Il en suit que le moyen d’irrecevabilité opposé au pourvoi n’est pas fondé.
Le pourvoi, introduit dans les formes et délai de la loi, est recevable.
Sur le premier moyen de cassation Enoncé du moyen « Tiré du défaut de réponse à conclusions rattaché au cas d'ouverture en cassation , (suivant décision du 6 avril 2017 no 34/2017 de la cour de Cassation luxembourgeoise) En ce que la Cour d'appel ne prend pas position sur la question préjudicielle posée par conclusions du 12 juin 2018 de l'actuelle demanderesse en cassation, à l'attention de la Cour Constitutionnelle qui visait la nature délictuelle du rapport entre parties, (Y et Soc1)) alors que la question préjudicielle qui fut préalablement posée à la Cour constitutionnelle sur saisine de la Cour de Cassation et qui reçut une réponse en date du 30 mars 2007 no 00039 du registre, vise uniquement un rapport contractuel (dans le cadre d'un contrat de travail) : la Cour n'analyse pas une situation au regard d'un rapport délictuel. La question posée par conclusions du 12 juin 2018 était libellée en ces termes :
Au motif que selon la Cour d'appel dont cassation est demandée, la Cour Constitutionnelle a déjà répondu Alors que la question n'a jamais été posée pour un rapport délictuel et que les conclusions du 12 juin 2018 mettaient en avant le fait que (arrêt 39/07 du 30 mars 2007, Mémorial A56 du 13 avril 2017, page 1174), contexte différent d'un rapport délictuel, dans lequel la victime subit (sans jamais avoir choisi son interlocuteur) la réduction de sa protection juridique, contrairement à la victime dans un contrat, qui a choisi son cocontractant, et consenti à contracter. ».
Réponse de la Cour Le défaut de réponse à conclusions constitue une forme du défaut de motifs, qui est un vice de forme.
Une décision judiciaire est régulière en la forme dès qu’elle comporte une motivation, expresse ou implicite, sur le point considéré.
En retenant que la question d’égalité des citoyens devant la loi soulevée par l’appelant avait déjà été examinée par la Cour constitutionnelle et que celle-ci avait, dans un arrêt du 30 mars 2007 (affaire no 00039 du registre), dit que l’article 189 modifié du Code de commerce est conforme à l’article 10bis (1) et pour autant que de besoin à l’article 111 de la Constitution et que, dès lors, il n’y avait pas lieu de saisir la Cour constitutionnelle, les juges d’appel ont répondu aux conclusions visées au moyen.

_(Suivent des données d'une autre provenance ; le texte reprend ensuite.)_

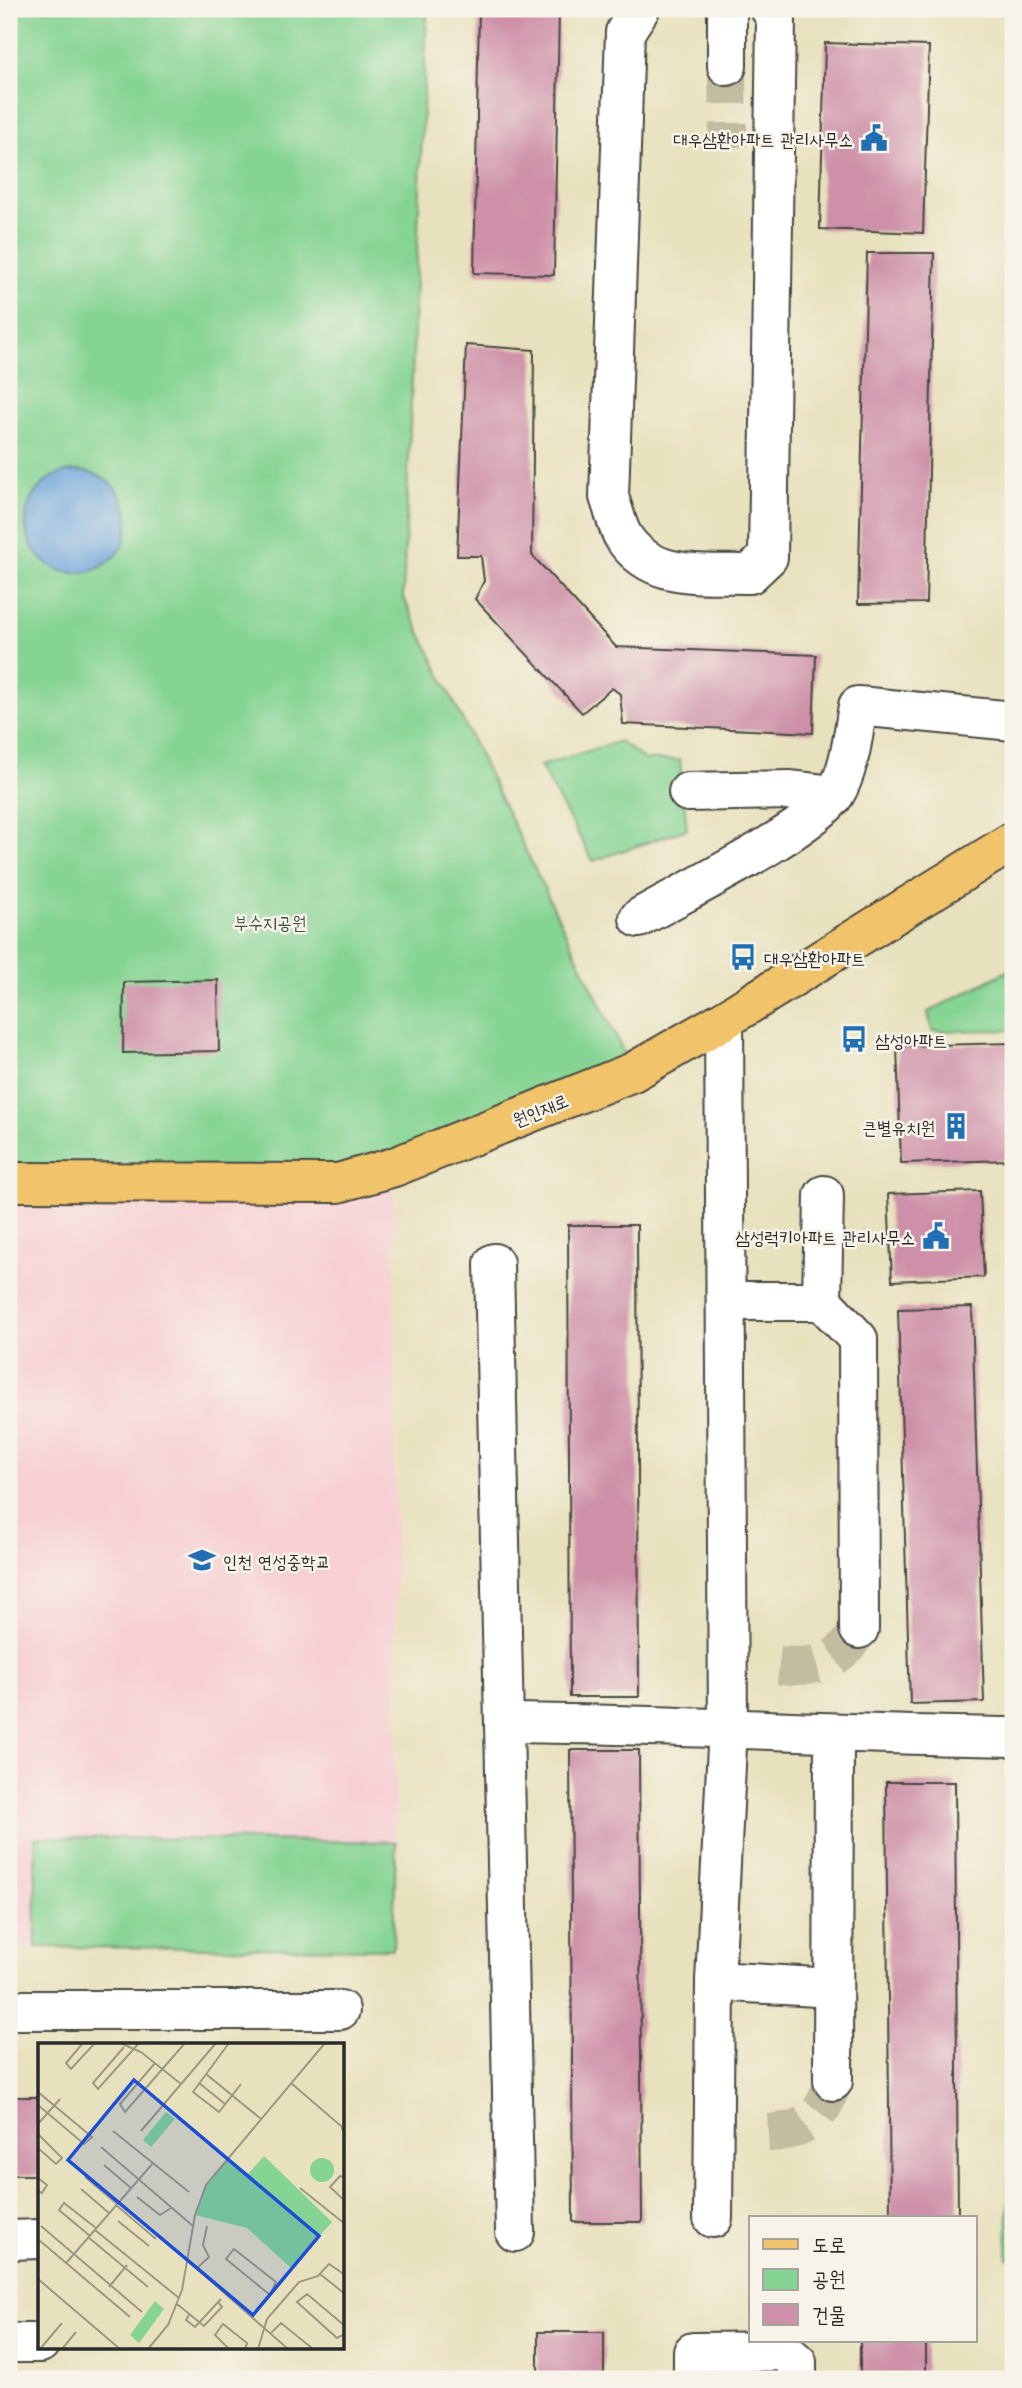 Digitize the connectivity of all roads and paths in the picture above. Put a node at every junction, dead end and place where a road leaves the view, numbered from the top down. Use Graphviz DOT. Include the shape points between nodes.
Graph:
graph roads {
  1 [pos="640,9"];
  2 [pos="727,9"];
  3 [pos="769,9"];
  4 [pos="727,66"];
  5 [pos="1013,722"];
  6 [pos="688,792"];
  7 [pos="834,795"];
  8 [pos="1013,841"];
  9 [pos="639,918"];
  10 [pos="724,1020"];
  11 [pos="9,1182"];
  12 [pos="824,1195"];
  13 [pos="494,1263"];
  14 [pos="728,1301"];
  15 [pos="822,1301"];
  16 [pos="859,1629"];
  17 [pos="504,1723"];
  18 [pos="728,1727"];
  19 [pos="834,1734"];
  20 [pos="1013,1737"];
  21 [pos="715,1981"];
  22 [pos="833,1988"];
  23 [pos="9,2010"];
  24 [pos="340,2010"];
  25 [pos="833,2081"];
  26 [pos="713,2218"];
  27 [pos="515,2232"];
  28 [pos="9,2239"];
  29 [pos="38,2239"];
  30 [pos="9,2343"];
  31 [pos="38,2343"];
  32 [pos="693,2379"];
  33 [pos="797,2379"];
  1 -- 3 [label="lane" via="625,32 609,497 623,537 642,559 661,570 750,574 768,557 776,18"];
  2 -- 4 [label="lane"];
  5 -- 7 [label="lane" via="858,706 848,759"];
  6 -- 7 [label="lane" via="791,790"];
  7 -- 9 [label="lane" via="808,821"];
  8 -- 10 [label="main road, 원인재로"];
  10 -- 11 [label="main road, 원인재로" via="633,1072 394,1167 338,1183"];
  10 -- 14 [label="lane"];
  12 -- 15 [label="lane"];
  13 -- 17 [label="lane"];
  14 -- 15 [label="lane"];
  14 -- 18 [label="lane"];
  15 -- 16 [label="lane" via="858,1339"];
  17 -- 18 [label="lane"];
  17 -- 27 [label="lane"];
  18 -- 19 [label="lane"];
  18 -- 21 [label="lane"];
  19 -- 20 [label="lane"];
  19 -- 22 [label="lane"];
  21 -- 22 [label="lane"];
  21 -- 26 [label="lane"];
  22 -- 25 [label="lane"];
  23 -- 24 [label="lane"];
  28 -- 29 [label="lane"];
  30 -- 31 [label="lane"];
  32 -- 33 [label="lane" via="693,2352 784,2351 797,2362"];
}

Il en suit que le moyen n’est pas fondé.
Sur le deuxième moyen de cassation Enoncé du moyen « Tiré de la dénaturation des conclusions qui s'analyse en défaut de réponse à conclusions lequel rentre dans le cas d'ouverture en cassation En ce que la Cour écrit Au motif que page 10 de l'arrêt du 12 décembre 2018, ce qui est faux.
Alors que les conclusions du 28 novembre 2017 de la partie demanderesse en cassation, page 9, sont libellées comme suit :
».
Réponse de la Cour Le défaut de réponse à conclusions constitue une forme du défaut de motifs, qui est un vice de forme.
Une décision judiciaire est régulière en la forme dès qu’elle comporte une motivation, expresse ou implicite, sur le point considéré.
En retenant que « L’impossibilité d’agir, telle qu’alléguée par Y, tirée de son ignorance du caractère injustifié de l’appel à la garantie par Soc1) et de la réalisation du nantissement consenti à Soc2), ne saurait valoir comme cause de suspension de la prescription décennale qui a cependant commencé à courir à partir du 30 novembre 2000, date à laquelle Soc1) a fait appel à la garantie à première demande signée par Soc2), et à laquelle Soc2) a réalisé le nantissement lui consenti. Y a forcément été avisée de la mise en place d’une nouvelle garantie à première demande, puisque l’avis de débit du 29 novembre 2000 indiquait clairement que le paiement de Soc2) était intervenu sur base d’une garantie à première demande émise le 28 décembre 1999 et non de la garantie originaire de 1996. » et en en tirant la conclusion que « Y n’ayant fait valoir aucun cas de force majeure qui l’aurait empêchée d’exercer son action dans le délai de dix ans à partir de la réalisation de son nantissement, son assignation introductive d’instance du 2 novembre est tardive. », les juges d’appel ont répondu aux conclusions visées au moyen.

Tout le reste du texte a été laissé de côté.